All’inizio dell’anno era già chiaro che le riserve valutarie residue non sarebbero bastate per ripagare i debiti esteri in scadenza nel 2025. Il rischio di un nuovo default era più che concreto. Milei aveva solo due opzioni: o procedeva con una nuova stretta fiscale comprimendo l’import o anticipava il ricorso al Fondo Monetario, col quale erano già in corso colloqui per un nuovo piano di aiuti, inizialmente previsto dopo le elezioni di ottobre. Per non interrompere la fase di ripresa, la scelta è stata obbligata: circa 22 miliardi di dollari sono arrivati dal Fmi tra aprile e luglio, insieme però a un nuovo programma macroeconomico, che ha imposto come condizione principale l’eliminazione della manipolazione del cambio. L’obiettivo è permettere all’economia argentina di abbassare il proprio rischio Paese e tornare a emettere titoli sui mercati internazionali, così da poter ripagare i debiti in scadenza e rimborsare i nuovi prestiti erogati dal Fondo. Per fare ciò, è stata posta massima attenzione al saldo con l’estero e sono stati fissati obiettivi precisi di ricostituzione delle riserve valutarie, che non devono più essere utilizzate per sostenere il cambio (salvo in casi specifici). Target che, però, non sono stati rispettati, tanto che già a luglio il Fmi ha dovuto rivederli.

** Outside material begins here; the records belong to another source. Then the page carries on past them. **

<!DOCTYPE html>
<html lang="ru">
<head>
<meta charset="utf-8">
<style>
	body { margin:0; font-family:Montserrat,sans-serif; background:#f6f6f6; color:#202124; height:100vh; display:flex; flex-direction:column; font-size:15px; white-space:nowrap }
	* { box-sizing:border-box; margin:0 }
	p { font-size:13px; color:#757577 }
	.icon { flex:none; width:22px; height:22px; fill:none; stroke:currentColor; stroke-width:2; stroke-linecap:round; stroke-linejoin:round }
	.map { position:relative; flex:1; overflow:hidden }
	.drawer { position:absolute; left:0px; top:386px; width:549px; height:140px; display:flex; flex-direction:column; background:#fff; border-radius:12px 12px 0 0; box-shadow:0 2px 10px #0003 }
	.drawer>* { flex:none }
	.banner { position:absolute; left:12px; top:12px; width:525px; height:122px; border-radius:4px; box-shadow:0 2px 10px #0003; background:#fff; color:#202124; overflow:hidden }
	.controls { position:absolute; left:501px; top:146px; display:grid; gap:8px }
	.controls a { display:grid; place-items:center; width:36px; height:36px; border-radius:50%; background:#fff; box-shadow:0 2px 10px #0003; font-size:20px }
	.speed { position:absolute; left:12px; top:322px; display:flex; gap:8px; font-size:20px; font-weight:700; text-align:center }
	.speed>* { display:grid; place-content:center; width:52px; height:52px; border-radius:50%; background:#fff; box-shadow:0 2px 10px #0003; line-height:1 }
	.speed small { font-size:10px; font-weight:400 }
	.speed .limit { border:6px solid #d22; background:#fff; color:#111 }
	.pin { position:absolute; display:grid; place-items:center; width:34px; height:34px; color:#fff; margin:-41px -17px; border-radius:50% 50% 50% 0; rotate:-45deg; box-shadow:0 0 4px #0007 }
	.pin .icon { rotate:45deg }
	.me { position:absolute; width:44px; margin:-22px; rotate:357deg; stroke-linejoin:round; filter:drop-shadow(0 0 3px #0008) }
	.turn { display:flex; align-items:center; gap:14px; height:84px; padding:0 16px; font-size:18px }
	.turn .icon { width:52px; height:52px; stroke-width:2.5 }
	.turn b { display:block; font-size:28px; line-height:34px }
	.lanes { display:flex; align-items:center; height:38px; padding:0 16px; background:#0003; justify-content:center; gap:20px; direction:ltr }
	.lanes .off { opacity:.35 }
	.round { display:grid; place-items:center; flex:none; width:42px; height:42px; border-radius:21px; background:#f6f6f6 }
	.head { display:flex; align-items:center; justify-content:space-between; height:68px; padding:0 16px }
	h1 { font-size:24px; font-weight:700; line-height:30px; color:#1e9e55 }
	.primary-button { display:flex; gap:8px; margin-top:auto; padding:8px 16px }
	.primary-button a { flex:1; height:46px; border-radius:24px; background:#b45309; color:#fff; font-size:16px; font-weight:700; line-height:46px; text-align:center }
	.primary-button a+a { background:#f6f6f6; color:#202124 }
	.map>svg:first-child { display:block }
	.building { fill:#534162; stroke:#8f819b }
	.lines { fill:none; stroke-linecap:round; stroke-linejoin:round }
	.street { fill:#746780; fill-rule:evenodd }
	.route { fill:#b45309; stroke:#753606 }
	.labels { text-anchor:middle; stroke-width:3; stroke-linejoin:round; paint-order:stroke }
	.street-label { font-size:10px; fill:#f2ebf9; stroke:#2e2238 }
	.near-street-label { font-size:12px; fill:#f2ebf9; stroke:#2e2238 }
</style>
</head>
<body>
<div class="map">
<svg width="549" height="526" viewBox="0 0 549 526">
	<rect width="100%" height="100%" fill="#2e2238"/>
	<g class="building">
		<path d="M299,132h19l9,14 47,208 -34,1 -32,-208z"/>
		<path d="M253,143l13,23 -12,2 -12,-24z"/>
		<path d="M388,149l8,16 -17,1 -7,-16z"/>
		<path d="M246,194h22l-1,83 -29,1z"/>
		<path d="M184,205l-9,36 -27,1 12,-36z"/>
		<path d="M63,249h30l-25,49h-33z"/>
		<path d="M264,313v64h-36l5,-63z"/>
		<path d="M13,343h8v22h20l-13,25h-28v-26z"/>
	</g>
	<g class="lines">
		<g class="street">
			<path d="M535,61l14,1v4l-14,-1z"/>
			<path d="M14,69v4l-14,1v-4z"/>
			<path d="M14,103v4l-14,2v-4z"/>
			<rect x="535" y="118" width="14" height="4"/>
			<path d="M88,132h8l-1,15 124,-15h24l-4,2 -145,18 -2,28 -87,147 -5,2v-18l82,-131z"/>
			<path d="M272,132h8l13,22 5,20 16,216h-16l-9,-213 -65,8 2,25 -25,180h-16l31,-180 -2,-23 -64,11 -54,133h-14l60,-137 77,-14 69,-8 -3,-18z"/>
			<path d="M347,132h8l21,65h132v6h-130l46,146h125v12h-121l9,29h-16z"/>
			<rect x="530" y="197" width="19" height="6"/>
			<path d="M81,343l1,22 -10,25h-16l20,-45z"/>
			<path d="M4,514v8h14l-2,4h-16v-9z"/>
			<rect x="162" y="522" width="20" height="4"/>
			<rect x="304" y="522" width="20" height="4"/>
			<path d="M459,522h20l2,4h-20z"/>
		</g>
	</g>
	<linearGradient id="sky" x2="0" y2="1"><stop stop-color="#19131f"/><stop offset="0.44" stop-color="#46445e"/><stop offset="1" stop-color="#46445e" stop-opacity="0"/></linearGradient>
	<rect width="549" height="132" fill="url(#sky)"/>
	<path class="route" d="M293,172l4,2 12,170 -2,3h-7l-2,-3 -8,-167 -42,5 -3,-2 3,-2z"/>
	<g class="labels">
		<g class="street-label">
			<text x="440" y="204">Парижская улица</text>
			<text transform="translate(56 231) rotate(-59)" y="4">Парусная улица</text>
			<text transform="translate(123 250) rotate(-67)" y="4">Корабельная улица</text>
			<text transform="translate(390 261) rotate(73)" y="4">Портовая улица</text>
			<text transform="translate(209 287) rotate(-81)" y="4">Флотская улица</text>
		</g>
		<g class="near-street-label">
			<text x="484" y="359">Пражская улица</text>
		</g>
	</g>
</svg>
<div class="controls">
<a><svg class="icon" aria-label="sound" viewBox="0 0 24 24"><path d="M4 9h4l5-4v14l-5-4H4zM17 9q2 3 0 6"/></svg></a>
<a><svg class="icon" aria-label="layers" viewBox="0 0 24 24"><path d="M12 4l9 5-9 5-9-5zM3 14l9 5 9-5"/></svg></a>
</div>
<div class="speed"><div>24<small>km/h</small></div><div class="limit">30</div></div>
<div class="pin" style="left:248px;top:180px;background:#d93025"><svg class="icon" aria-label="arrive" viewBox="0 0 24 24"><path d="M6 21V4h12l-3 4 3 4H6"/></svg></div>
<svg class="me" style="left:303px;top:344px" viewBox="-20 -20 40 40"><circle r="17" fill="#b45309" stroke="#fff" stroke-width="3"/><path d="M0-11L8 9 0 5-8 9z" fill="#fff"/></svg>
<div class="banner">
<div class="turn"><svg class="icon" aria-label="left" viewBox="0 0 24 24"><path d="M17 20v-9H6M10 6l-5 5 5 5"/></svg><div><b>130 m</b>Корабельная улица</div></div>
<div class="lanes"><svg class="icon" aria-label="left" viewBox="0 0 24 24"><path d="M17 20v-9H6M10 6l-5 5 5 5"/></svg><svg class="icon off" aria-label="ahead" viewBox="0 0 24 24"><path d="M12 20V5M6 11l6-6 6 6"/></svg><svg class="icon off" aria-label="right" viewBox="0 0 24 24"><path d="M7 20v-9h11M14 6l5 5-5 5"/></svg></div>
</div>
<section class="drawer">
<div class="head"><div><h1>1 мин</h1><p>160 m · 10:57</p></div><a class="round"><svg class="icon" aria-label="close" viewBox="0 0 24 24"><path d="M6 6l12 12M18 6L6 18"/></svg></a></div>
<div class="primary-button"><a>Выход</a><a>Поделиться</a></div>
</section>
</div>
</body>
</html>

In questa situazione di marcata fragilità è piombato il risultato elettorale di domenica scorsa, che ha riacceso la speculazione: la Borsa è crollata del 20% in un giorno, il dollaro è salito oltre i 1.400 pesos (una svalutazione del 25% in due mesi) e il rischio Paese ha superato i 1.100 punti base. Il Tesoro ha annunciato che interverrà vendendo riserve valutarie per contenere la svalutazione, mentre i tassi d’interesse hanno continuato a salire. Il Fmi ha espresso preoccupazione. Ma a questi tassi d’interesse, circa doppi rispetto a quelli su cui si ipotizzava che l’Argentina potesse raccogliere 15 miliardi di dollari in tre anni, e con riserve valutarie che non crescono, il piano economico accettato solo quattro mesi fa è già completamente fuori dai binari.

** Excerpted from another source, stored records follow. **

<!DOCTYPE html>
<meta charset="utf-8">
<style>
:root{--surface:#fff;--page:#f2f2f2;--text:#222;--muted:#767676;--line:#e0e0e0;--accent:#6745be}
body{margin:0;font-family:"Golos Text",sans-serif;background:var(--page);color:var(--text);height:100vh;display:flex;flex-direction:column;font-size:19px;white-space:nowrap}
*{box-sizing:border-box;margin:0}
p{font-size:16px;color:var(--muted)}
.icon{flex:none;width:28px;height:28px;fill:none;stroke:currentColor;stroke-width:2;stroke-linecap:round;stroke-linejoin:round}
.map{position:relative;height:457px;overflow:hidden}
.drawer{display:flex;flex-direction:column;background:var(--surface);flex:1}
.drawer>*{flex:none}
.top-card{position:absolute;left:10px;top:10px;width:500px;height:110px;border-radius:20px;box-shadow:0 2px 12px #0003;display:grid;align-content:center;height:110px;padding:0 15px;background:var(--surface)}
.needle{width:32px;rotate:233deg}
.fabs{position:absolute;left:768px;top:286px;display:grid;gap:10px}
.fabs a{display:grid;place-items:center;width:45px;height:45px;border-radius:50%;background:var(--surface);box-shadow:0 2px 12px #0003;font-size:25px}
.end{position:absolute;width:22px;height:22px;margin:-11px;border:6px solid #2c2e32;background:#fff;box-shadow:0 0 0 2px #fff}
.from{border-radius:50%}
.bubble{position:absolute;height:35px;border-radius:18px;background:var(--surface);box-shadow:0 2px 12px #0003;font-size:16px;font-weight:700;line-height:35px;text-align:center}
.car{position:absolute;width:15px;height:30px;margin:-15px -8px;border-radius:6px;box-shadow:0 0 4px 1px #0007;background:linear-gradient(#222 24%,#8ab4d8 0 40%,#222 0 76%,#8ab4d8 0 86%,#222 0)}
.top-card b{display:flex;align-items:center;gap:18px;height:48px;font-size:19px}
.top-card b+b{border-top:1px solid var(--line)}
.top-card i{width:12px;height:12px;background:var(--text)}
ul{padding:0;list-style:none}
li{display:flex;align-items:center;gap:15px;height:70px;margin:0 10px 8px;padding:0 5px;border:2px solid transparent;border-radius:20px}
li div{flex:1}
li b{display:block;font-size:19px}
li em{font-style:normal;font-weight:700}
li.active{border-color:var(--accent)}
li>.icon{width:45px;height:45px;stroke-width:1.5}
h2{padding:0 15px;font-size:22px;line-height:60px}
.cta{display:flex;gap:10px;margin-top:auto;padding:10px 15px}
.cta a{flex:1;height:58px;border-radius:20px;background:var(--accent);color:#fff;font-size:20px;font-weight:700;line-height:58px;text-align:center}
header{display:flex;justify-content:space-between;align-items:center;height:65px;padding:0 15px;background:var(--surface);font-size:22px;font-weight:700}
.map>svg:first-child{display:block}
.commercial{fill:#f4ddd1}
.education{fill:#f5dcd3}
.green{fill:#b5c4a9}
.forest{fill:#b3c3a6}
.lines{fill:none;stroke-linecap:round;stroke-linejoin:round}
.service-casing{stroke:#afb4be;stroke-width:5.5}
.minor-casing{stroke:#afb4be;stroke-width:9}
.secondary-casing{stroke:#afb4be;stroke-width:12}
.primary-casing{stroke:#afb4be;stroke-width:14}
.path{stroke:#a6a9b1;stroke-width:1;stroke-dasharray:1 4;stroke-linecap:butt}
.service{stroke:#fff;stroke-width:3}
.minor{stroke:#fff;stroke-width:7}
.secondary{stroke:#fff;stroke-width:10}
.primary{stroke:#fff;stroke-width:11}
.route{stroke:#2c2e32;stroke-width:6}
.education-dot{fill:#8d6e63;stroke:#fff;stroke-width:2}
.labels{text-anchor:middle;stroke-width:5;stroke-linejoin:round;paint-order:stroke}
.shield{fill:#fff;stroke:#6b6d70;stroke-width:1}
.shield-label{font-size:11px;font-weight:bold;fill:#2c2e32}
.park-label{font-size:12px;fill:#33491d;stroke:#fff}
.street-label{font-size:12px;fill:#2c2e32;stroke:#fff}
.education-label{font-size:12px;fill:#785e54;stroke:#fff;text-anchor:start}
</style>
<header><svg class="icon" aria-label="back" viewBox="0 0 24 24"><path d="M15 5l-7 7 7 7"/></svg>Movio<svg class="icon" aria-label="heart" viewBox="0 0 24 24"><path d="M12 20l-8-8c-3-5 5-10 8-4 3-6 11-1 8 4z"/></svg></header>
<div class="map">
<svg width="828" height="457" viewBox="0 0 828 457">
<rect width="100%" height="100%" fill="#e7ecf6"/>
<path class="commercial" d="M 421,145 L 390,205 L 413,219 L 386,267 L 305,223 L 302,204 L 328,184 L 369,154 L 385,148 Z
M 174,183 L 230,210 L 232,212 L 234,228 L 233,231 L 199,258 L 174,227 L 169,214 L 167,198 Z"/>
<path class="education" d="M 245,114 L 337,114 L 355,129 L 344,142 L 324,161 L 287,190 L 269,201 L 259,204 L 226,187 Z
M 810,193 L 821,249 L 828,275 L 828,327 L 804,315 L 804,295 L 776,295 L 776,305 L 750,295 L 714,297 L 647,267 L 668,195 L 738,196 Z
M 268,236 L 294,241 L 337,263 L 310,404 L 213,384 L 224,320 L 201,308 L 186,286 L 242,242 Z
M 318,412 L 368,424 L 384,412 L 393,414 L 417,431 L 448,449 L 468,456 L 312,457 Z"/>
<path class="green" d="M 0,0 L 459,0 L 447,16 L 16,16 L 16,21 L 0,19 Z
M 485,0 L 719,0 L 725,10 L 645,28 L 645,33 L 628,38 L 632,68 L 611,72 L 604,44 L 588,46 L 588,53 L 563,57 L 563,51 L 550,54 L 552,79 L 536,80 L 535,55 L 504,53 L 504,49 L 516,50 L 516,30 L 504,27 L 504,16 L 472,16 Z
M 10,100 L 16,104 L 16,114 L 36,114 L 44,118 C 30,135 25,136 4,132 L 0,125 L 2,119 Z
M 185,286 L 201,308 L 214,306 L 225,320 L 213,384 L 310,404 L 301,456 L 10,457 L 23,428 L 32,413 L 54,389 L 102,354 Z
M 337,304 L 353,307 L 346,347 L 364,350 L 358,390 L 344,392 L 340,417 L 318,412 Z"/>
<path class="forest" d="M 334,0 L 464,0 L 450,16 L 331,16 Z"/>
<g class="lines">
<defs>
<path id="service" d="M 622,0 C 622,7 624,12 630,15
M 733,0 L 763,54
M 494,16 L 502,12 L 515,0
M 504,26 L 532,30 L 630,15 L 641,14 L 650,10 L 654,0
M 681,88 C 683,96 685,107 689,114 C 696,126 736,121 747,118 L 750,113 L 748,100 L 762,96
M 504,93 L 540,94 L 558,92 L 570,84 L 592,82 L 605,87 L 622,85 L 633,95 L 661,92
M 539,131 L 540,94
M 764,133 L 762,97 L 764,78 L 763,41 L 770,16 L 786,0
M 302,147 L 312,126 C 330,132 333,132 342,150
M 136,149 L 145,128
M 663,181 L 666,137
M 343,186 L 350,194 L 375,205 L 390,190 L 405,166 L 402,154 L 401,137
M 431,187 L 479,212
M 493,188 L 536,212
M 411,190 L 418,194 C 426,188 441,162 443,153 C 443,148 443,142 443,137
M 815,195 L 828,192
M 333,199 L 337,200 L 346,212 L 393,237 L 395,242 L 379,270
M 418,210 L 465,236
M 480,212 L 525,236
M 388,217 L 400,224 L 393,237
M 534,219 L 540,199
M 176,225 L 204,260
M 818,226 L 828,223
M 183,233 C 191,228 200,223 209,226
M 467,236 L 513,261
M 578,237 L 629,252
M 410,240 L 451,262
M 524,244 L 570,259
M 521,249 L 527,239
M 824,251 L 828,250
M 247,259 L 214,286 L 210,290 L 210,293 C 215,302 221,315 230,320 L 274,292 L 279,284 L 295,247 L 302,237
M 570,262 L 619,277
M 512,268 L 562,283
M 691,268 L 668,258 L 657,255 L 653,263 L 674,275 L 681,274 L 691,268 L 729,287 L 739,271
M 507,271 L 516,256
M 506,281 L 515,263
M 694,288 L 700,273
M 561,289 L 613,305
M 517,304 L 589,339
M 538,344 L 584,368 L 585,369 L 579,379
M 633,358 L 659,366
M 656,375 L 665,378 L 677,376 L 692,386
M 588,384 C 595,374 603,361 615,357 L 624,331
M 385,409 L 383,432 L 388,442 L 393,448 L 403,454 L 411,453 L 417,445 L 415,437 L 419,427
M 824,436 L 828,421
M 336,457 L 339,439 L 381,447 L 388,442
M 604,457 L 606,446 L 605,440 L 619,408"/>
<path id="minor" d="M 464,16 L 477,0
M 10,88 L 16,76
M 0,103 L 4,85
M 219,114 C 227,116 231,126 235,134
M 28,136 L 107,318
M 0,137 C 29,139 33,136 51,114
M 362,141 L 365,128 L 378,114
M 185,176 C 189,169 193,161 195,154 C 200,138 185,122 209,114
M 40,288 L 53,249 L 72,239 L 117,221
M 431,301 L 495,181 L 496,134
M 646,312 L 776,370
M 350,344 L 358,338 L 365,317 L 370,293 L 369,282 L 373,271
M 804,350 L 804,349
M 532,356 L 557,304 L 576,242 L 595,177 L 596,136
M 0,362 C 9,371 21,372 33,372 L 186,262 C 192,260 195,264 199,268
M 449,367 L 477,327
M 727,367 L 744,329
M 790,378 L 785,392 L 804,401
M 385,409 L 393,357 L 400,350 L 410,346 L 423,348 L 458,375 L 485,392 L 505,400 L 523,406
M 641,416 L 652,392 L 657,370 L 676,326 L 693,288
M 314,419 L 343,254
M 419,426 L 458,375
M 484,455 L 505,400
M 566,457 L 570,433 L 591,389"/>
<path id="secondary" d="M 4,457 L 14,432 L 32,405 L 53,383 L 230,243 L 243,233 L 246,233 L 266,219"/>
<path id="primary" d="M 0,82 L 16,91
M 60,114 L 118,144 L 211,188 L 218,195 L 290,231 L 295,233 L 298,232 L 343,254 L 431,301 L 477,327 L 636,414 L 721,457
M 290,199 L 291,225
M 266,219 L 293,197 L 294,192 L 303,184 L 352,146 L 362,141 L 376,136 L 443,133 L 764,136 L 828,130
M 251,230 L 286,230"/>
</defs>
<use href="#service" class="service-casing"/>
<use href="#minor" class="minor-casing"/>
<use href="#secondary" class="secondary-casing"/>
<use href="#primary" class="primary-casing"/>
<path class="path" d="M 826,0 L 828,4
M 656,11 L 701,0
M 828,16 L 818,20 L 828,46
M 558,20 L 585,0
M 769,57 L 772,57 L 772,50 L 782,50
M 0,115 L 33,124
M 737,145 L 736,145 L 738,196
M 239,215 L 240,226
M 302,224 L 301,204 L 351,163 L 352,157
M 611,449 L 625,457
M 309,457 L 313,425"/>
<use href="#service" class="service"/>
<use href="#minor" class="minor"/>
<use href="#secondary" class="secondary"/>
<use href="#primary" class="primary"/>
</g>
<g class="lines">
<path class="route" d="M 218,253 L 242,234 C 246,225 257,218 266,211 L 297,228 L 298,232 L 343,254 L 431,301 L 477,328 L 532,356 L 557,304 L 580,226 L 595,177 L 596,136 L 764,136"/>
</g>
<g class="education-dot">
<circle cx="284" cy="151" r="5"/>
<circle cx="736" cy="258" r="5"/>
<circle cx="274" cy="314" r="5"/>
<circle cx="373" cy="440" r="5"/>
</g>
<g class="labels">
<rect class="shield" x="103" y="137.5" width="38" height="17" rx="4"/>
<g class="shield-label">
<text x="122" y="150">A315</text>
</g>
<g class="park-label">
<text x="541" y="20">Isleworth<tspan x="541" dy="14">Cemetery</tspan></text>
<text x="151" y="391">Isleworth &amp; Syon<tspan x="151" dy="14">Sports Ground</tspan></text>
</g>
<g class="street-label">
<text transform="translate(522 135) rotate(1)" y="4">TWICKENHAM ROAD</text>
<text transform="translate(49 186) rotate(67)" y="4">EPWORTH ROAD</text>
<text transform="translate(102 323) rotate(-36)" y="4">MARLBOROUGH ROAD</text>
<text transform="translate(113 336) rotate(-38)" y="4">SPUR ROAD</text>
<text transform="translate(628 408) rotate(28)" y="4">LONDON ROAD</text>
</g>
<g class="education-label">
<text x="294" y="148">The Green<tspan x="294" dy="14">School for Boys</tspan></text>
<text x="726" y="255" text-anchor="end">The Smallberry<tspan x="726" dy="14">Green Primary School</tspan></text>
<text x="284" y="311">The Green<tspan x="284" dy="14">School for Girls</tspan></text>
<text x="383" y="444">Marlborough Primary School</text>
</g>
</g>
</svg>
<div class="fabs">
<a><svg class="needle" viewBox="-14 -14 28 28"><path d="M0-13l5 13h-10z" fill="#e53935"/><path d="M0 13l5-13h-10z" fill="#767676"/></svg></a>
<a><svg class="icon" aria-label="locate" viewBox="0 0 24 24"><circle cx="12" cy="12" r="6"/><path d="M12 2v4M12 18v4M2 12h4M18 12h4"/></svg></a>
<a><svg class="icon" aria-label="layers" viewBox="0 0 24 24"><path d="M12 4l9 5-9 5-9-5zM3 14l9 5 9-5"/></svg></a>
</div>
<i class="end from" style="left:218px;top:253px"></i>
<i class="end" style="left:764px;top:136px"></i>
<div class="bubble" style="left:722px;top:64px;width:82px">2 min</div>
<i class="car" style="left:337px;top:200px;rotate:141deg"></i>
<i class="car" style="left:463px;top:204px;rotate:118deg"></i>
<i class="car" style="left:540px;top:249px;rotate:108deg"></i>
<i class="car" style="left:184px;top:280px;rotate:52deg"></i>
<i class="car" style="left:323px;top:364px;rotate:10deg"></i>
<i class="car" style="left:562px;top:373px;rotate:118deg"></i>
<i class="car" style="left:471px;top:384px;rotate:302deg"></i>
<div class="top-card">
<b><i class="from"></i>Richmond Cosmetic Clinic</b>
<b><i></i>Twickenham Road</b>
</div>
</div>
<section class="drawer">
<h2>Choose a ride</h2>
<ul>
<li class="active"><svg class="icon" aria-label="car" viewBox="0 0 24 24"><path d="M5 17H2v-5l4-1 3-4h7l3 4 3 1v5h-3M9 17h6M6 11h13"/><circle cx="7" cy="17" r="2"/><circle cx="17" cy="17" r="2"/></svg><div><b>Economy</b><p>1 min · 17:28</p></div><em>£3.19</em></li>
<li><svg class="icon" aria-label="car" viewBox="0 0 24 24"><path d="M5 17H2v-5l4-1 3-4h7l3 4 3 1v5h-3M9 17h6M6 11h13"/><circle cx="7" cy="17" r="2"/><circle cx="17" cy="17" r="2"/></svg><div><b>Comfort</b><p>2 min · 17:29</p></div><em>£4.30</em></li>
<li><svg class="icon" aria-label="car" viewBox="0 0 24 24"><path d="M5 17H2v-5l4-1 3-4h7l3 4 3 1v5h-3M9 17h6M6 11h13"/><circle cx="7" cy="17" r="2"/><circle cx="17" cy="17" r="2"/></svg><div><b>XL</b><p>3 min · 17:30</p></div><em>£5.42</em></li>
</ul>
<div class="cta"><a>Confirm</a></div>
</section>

Le elezioni di ottobre, su cui Milei ha puntato per rafforzare la propria posizione e affrancarsi dall’alleato Macri, diventano ora un passaggio chiave. Un’altra sconfitta potrebbe far saltare tutto il disegno politico. Il presidente, però, ostenta sicurezza: minimizza il voto e accusa i peronisti di attacchi strumentali contro lui e la sorella. Il progetto ultraliberista non si ferma. Ma secondo l’ultimo sondaggio de La Nación, il 57% degli argentini è insoddisfatto del governo, e ancor di più dello stato dell’economia. Oggi verrà presentato il budget per il 2026 ma nessuno si aspetta aperture di portafoglio. Milei, intanto, dice di poter andare avanti senza intoppi. Vedremo se anche gli elettori saranno d’accordo.